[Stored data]
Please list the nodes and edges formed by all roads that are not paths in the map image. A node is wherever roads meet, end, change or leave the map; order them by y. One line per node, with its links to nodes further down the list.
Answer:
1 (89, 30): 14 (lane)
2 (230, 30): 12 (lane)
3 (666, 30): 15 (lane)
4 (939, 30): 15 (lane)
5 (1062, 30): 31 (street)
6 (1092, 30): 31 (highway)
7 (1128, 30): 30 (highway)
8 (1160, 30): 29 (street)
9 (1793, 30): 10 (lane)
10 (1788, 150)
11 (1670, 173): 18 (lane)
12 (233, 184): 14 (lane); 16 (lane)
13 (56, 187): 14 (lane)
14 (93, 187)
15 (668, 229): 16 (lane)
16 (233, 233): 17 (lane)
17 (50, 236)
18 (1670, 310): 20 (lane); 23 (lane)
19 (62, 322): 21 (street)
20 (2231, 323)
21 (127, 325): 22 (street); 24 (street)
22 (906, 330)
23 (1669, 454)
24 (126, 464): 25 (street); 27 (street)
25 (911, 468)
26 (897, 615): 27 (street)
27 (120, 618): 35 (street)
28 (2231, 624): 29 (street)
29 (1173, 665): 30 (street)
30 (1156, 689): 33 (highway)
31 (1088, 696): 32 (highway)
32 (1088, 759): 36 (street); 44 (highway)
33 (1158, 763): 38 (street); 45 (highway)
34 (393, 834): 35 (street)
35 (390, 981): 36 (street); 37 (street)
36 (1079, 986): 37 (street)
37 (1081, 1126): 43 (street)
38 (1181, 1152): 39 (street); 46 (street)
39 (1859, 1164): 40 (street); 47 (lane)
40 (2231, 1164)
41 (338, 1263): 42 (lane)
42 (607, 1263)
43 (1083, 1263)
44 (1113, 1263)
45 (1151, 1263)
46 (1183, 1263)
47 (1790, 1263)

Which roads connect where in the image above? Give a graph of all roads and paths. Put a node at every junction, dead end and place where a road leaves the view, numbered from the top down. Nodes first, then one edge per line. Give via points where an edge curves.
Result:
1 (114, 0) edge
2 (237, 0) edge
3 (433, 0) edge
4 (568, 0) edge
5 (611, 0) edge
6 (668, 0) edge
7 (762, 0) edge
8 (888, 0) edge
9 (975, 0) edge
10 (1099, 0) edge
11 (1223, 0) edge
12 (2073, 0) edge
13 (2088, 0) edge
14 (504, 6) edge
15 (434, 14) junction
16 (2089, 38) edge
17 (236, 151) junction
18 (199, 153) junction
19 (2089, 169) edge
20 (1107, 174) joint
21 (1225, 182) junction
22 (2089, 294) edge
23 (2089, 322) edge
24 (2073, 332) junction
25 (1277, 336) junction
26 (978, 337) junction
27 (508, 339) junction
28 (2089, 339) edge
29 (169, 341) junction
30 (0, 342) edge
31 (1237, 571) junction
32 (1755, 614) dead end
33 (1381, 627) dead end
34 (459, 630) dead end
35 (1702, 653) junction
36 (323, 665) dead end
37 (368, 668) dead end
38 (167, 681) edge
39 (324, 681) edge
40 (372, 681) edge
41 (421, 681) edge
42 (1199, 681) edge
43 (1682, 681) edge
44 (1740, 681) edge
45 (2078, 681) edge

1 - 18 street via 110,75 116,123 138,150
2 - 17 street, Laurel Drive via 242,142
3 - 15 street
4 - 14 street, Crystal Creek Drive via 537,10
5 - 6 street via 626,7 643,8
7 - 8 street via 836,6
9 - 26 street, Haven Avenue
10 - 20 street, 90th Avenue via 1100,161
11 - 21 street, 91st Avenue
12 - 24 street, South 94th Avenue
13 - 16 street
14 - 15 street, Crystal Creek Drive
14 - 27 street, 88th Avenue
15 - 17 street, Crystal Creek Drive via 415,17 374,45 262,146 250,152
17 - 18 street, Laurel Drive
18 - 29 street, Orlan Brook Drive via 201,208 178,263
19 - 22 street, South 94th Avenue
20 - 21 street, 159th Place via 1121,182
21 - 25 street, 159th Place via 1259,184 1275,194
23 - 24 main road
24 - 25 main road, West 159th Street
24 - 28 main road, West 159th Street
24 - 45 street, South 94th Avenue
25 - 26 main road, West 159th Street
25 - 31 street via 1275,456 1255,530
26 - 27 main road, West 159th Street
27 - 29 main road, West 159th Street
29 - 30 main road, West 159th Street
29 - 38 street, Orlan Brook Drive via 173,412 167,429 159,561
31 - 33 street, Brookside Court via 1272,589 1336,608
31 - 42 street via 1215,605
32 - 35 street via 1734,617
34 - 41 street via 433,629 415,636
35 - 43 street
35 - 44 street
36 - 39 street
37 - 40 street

- [Exercise instructions]
Provide all the records again, word for word.

- [Completed task]
Please list the nodes and edges formed by all roads that are not paths in the map image. A node is wherever roads meet, end, change or leave the map; order them by y. One line per node, with its links to nodes further down the list.
Answer:
1 (89, 30): 14 (lane)
2 (230, 30): 12 (lane)
3 (666, 30): 15 (lane)
4 (939, 30): 15 (lane)
5 (1062, 30): 31 (street)
6 (1092, 30): 31 (highway)
7 (1128, 30): 30 (highway)
8 (1160, 30): 29 (street)
9 (1793, 30): 10 (lane)
10 (1788, 150)
11 (1670, 173): 18 (lane)
12 (233, 184): 14 (lane); 16 (lane)
13 (56, 187): 14 (lane)
14 (93, 187)
15 (668, 229): 16 (lane)
16 (233, 233): 17 (lane)
17 (50, 236)
18 (1670, 310): 20 (lane); 23 (lane)
19 (62, 322): 21 (street)
20 (2231, 323)
21 (127, 325): 22 (street); 24 (street)
22 (906, 330)
23 (1669, 454)
24 (126, 464): 25 (street); 27 (street)
25 (911, 468)
26 (897, 615): 27 (street)
27 (120, 618): 35 (street)
28 (2231, 624): 29 (street)
29 (1173, 665): 30 (street)
30 (1156, 689): 33 (highway)
31 (1088, 696): 32 (highway)
32 (1088, 759): 36 (street); 44 (highway)
33 (1158, 763): 38 (street); 45 (highway)
34 (393, 834): 35 (street)
35 (390, 981): 36 (street); 37 (street)
36 (1079, 986): 37 (street)
37 (1081, 1126): 43 (street)
38 (1181, 1152): 39 (street); 46 (street)
39 (1859, 1164): 40 (street); 47 (lane)
40 (2231, 1164)
41 (338, 1263): 42 (lane)
42 (607, 1263)
43 (1083, 1263)
44 (1113, 1263)
45 (1151, 1263)
46 (1183, 1263)
47 (1790, 1263)

Which roads connect where in the image above? Give a graph of all roads and paths. Put a node at every junction, dead end and place where a road leaves the view, numbered from the top down. Nodes first, then one edge per line. Give via points where an edge curves.
Result:
1 (114, 0) edge
2 (237, 0) edge
3 (433, 0) edge
4 (568, 0) edge
5 (611, 0) edge
6 (668, 0) edge
7 (762, 0) edge
8 (888, 0) edge
9 (975, 0) edge
10 (1099, 0) edge
11 (1223, 0) edge
12 (2073, 0) edge
13 (2088, 0) edge
14 (504, 6) edge
15 (434, 14) junction
16 (2089, 38) edge
17 (236, 151) junction
18 (199, 153) junction
19 (2089, 169) edge
20 (1107, 174) joint
21 (1225, 182) junction
22 (2089, 294) edge
23 (2089, 322) edge
24 (2073, 332) junction
25 (1277, 336) junction
26 (978, 337) junction
27 (508, 339) junction
28 (2089, 339) edge
29 (169, 341) junction
30 (0, 342) edge
31 (1237, 571) junction
32 (1755, 614) dead end
33 (1381, 627) dead end
34 (459, 630) dead end
35 (1702, 653) junction
36 (323, 665) dead end
37 (368, 668) dead end
38 (167, 681) edge
39 (324, 681) edge
40 (372, 681) edge
41 (421, 681) edge
42 (1199, 681) edge
43 (1682, 681) edge
44 (1740, 681) edge
45 (2078, 681) edge

1 - 18 street via 110,75 116,123 138,150
2 - 17 street, Laurel Drive via 242,142
3 - 15 street
4 - 14 street, Crystal Creek Drive via 537,10
5 - 6 street via 626,7 643,8
7 - 8 street via 836,6
9 - 26 street, Haven Avenue
10 - 20 street, 90th Avenue via 1100,161
11 - 21 street, 91st Avenue
12 - 24 street, South 94th Avenue
13 - 16 street
14 - 15 street, Crystal Creek Drive
14 - 27 street, 88th Avenue
15 - 17 street, Crystal Creek Drive via 415,17 374,45 262,146 250,152
17 - 18 street, Laurel Drive
18 - 29 street, Orlan Brook Drive via 201,208 178,263
19 - 22 street, South 94th Avenue
20 - 21 street, 159th Place via 1121,182
21 - 25 street, 159th Place via 1259,184 1275,194
23 - 24 main road
24 - 25 main road, West 159th Street
24 - 28 main road, West 159th Street
24 - 45 street, South 94th Avenue
25 - 26 main road, West 159th Street
25 - 31 street via 1275,456 1255,530
26 - 27 main road, West 159th Street
27 - 29 main road, West 159th Street
29 - 30 main road, West 159th Street
29 - 38 street, Orlan Brook Drive via 173,412 167,429 159,561
31 - 33 street, Brookside Court via 1272,589 1336,608
31 - 42 street via 1215,605
32 - 35 street via 1734,617
34 - 41 street via 433,629 415,636
35 - 43 street
35 - 44 street
36 - 39 street
37 - 40 street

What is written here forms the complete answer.